What to do
Write each line exactly, from the line that holds "index dip: (990, 464)" through the final line of the material, and no other line.

+++++

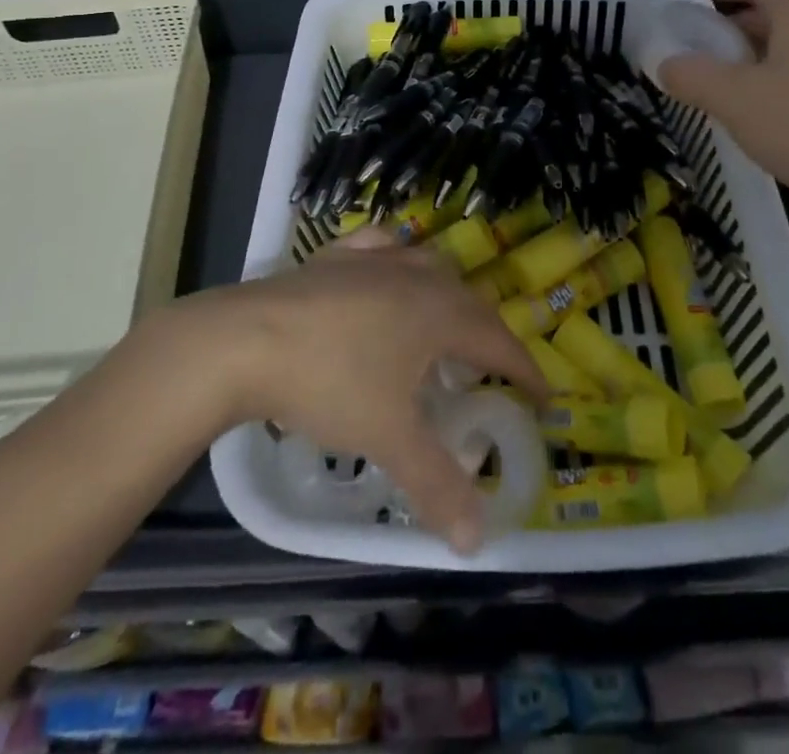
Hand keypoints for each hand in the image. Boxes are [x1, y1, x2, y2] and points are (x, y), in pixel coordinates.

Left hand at [197, 234, 547, 552]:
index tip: (544, 398)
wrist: (244, 340)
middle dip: (487, 335)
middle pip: (468, 300)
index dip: (525, 370)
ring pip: (428, 267)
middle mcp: (415, 275)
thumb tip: (477, 540)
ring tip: (442, 327)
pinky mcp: (334, 256)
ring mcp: (373, 259)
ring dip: (446, 297)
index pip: (499, 340)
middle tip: (490, 373)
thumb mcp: (388, 436)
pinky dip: (396, 259)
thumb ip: (436, 484)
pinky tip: (387, 267)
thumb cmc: (329, 382)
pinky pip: (381, 248)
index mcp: (439, 312)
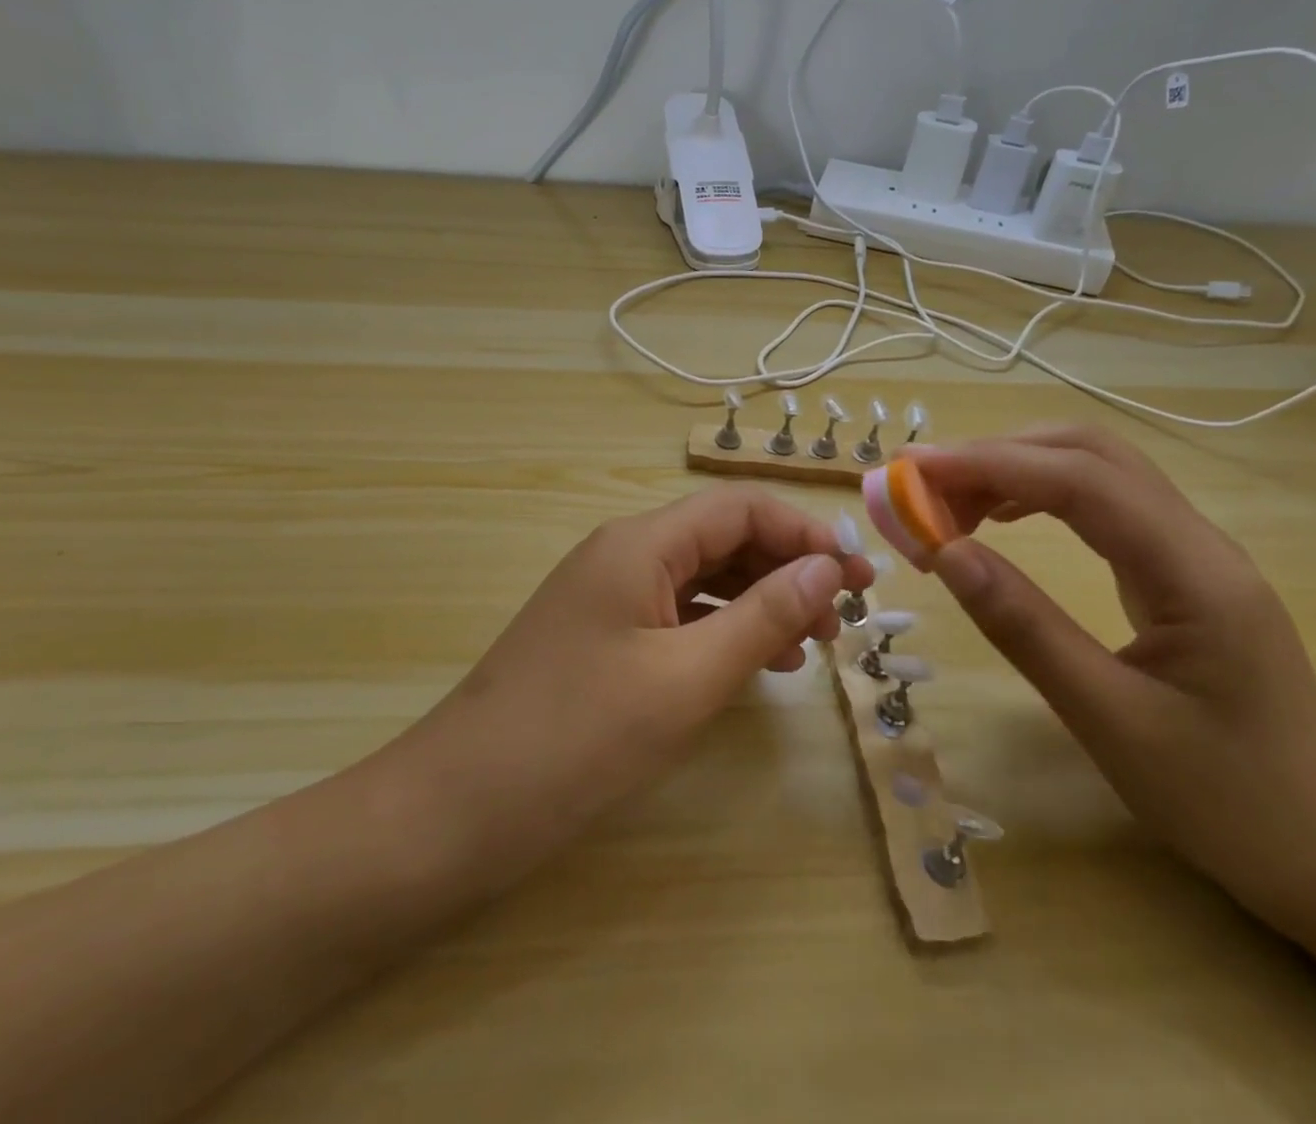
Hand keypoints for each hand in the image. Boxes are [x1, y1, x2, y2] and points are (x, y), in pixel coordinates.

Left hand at [390, 486, 872, 892]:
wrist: (457, 808)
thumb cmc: (578, 737)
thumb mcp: (686, 678)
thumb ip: (763, 617)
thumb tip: (828, 568)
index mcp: (641, 543)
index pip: (740, 508)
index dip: (805, 533)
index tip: (858, 575)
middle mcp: (624, 553)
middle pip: (723, 537)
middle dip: (787, 568)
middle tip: (844, 616)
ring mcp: (609, 594)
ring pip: (703, 577)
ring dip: (760, 600)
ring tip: (812, 645)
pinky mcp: (602, 634)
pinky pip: (678, 614)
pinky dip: (723, 629)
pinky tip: (756, 663)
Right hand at [917, 427, 1315, 928]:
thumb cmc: (1226, 800)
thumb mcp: (1110, 722)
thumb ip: (1026, 629)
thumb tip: (947, 553)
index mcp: (1193, 572)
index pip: (1081, 481)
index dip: (990, 464)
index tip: (913, 469)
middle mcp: (1197, 540)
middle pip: (1090, 453)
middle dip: (998, 454)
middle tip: (921, 484)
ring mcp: (1191, 550)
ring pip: (1095, 470)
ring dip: (1016, 469)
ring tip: (948, 503)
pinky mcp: (1178, 569)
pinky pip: (1101, 504)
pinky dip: (1038, 495)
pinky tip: (1001, 519)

+++++

Solution for this problem
index dip: (990, 464)
index tip: (913, 469)
middle mcp: (1197, 540)
middle pip: (1090, 453)
middle dip: (998, 454)
middle tip: (921, 484)
ring mcp: (1191, 550)
ring pip: (1095, 470)
ring dip: (1016, 469)
ring tip: (948, 503)
pinky mcp: (1178, 569)
pinky pip: (1101, 504)
pinky dip: (1038, 495)
pinky tip: (1001, 519)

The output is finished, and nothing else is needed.